If a line of the entries below includes the word "pixels", it counts; state the total and nothing further.

Segment Start: Available data

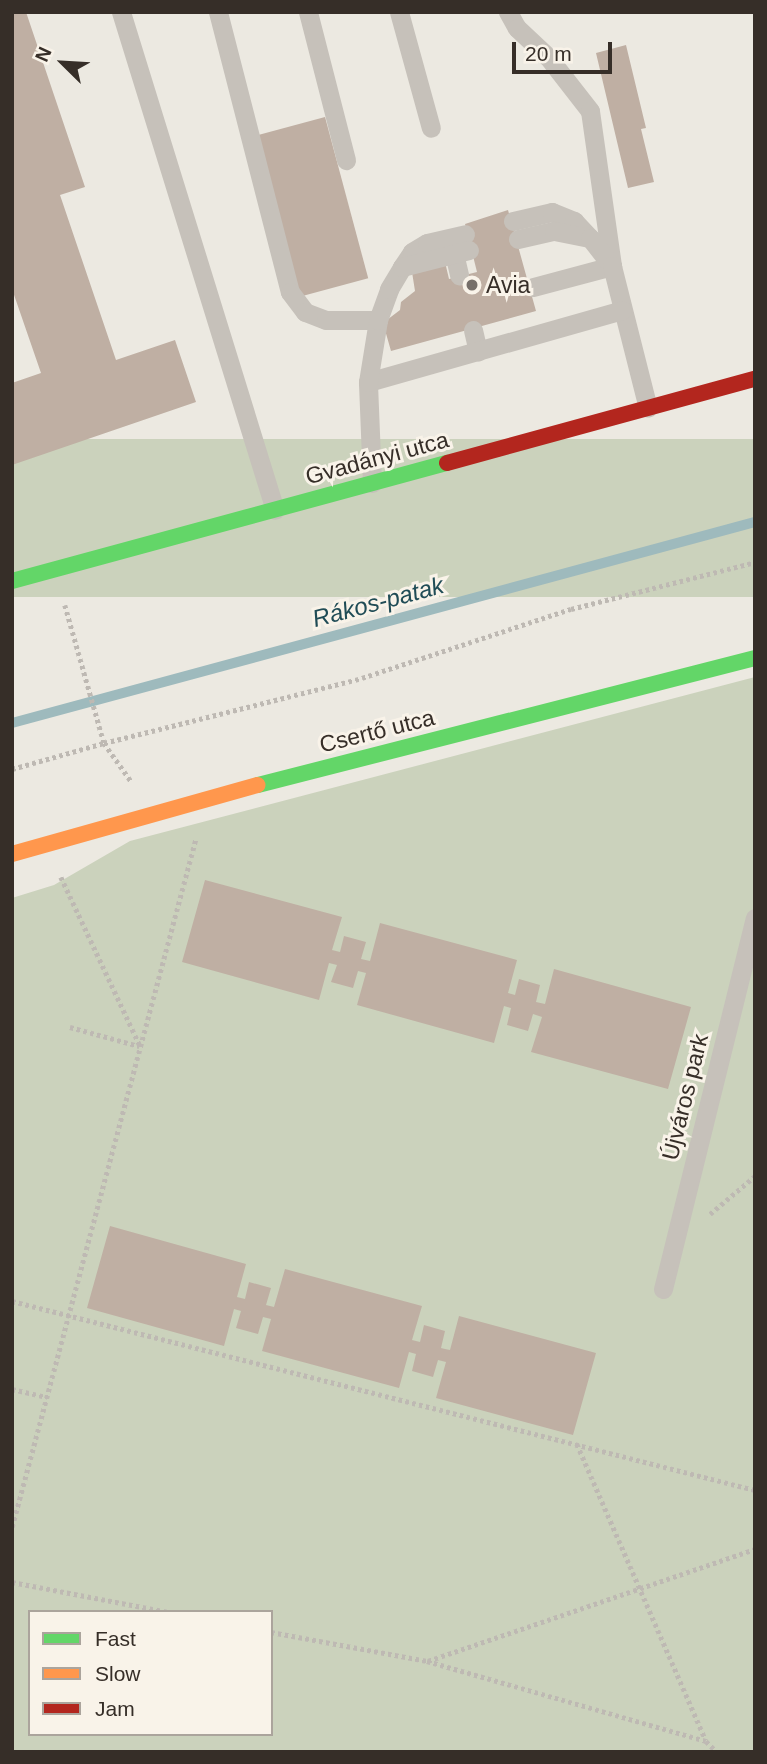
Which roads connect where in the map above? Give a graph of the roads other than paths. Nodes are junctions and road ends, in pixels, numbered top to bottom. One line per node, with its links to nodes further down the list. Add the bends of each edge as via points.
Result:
1 (121, 12): 20 (lane)
2 (218, 12): 13 (lane, via 290,292 305,312 326,320)
3 (309, 12): 7 (lane)
4 (399, 12): 6 (lane)
5 (508, 12): 9 (lane, via 590,111)
6 (431, 128)
7 (346, 160)
8 (516, 230): 9 (lane, via 590,238)
9 (612, 265): 11 (lane); 12 (lane)
10 (460, 275): 13 (lane, via 463,245 402,267)
11 (533, 287)
12 (622, 310): 15 (lane); 18 (lane)
13 (378, 320): 17 (lane)
14 (472, 330): 15 (lane)
15 (478, 351): 17 (lane)
16 (755, 379): 18 (street, Gvadányi utca)
17 (368, 382): 19 (lane)
18 (648, 408): 19 (street, Gvadányi utca)
19 (372, 483): 20 (street, Gvadányi utca)
20 (275, 510): 21 (street, Gvadányi utca)
21 (12, 581)
22 (755, 658): 23 (street, Csertő utca, via 206,799)
23 (12, 854)
24 (755, 918): 25 (lane, Újváros park)
25 (663, 1289)

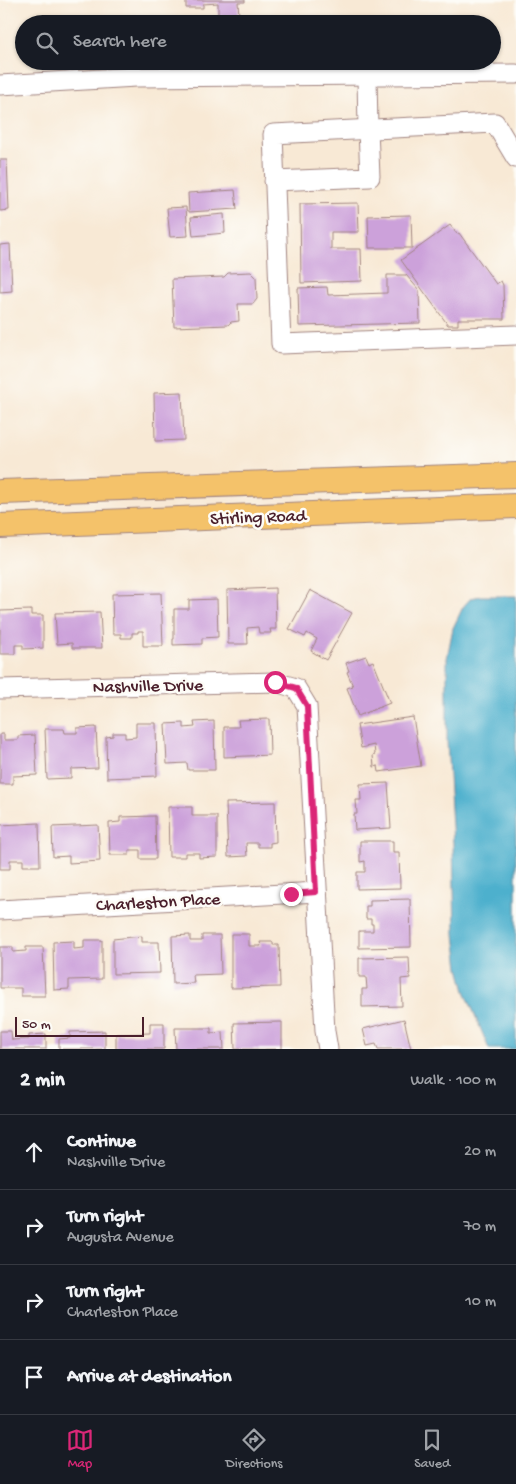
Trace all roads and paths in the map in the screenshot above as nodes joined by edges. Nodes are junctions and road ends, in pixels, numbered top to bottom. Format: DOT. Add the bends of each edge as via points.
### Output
graph roads {
  1 [pos="516,74"];
  2 [pos="367,76"];
  3 [pos="0,85"];
  4 [pos="368,129"];
  5 [pos="516,158"];
  6 [pos="274,182"];
  7 [pos="516,335"];
  8 [pos="516,475"];
  9 [pos="0,492"];
  10 [pos="516,506"];
  11 [pos="0,526"];
  12 [pos="0,689"];
  13 [pos="316,892"];
  14 [pos="0,910"];
  15 [pos="328,1049"];
  1 -- 2 [label="street"];
  2 -- 3 [label="street" via="136,78"];
  2 -- 4 [label="street"];
  4 -- 5 [label="street" via="495,123"];
  4 -- 6 [label="street" via="272,134"];
  4 -- 6 [label="street" via="370,177"];
  6 -- 7 [label="street" via="281,344"];
  8 -- 9 [label="main road, Stirling Road"];
  10 -- 11 [label="main road, Stirling Road"];
  12 -- 13 [label="street, Nashville Drive" via="275,682 296,688 307,706"];
  13 -- 14 [label="street, Charleston Place"];
  13 -- 15 [label="street"];
}
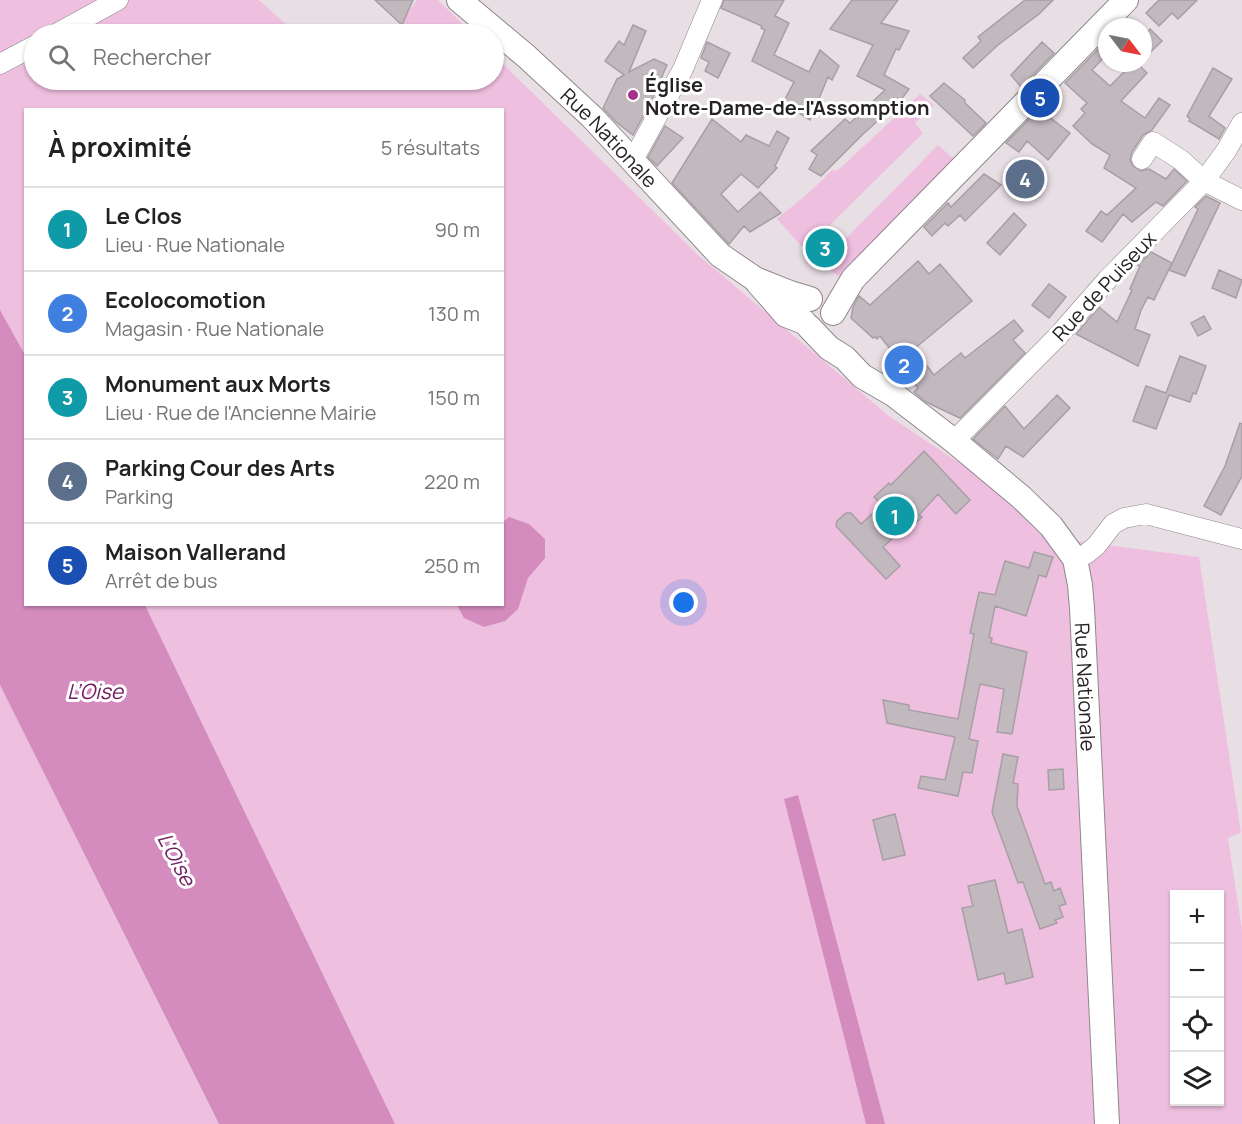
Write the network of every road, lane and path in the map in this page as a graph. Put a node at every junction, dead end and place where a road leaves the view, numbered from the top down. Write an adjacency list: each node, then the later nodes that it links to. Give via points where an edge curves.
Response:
1 (118, 0): 5 (street)
2 (459, 0): 6 (street, Rue Nationale)
3 (712, 0): 12 (street, via 683,69)
4 (1126, 0): 16 (street)
5 (74, 24)
6 (488, 24)
7 (504, 38): 12 (street, Rue Nationale)
8 (24, 51): 9 (street)
9 (0, 64)
10 (1242, 123): 13 (street, Rue de Puiseux)
11 (1142, 159): 13 (street, via 1153,142 1181,160)
12 (633, 160): 15 (street, Rue Nationale, via 720,255)
13 (1204, 182): 14 (street); 19 (street, Rue de Puiseux)
14 (1242, 200)
15 (754, 279): 17 (street, Rue Nationale); 18 (street, Rue Nationale, via 786,315)
16 (853, 279): 17 (street); 18 (street)
17 (812, 298): 18 (street, via 828,301)
18 (820, 320): 19 (street, Rue Nationale, via 862,376 894,394)
19 (954, 441): 21 (street, Rue Nationale, via 1032,507)
20 (1241, 536): 21 (street, via 1146,514 1113,524 1096,546)
21 (1075, 559): 22 (street, Rue Nationale, via 1082,608)
22 (1107, 1124)

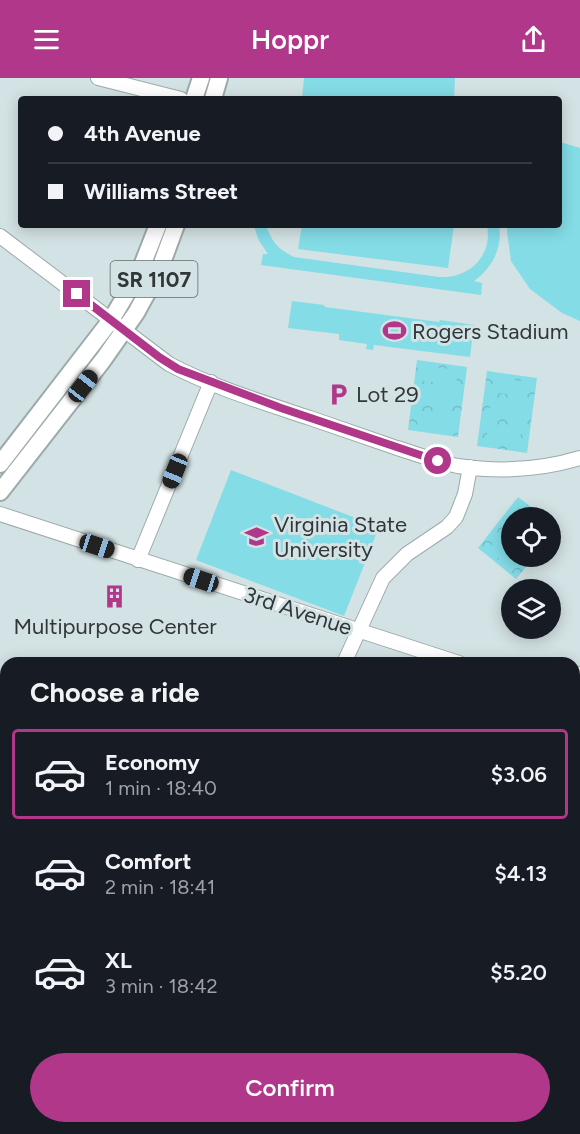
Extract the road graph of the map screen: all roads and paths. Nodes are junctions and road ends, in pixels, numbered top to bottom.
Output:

Segment End: Available data

## Written answer:
3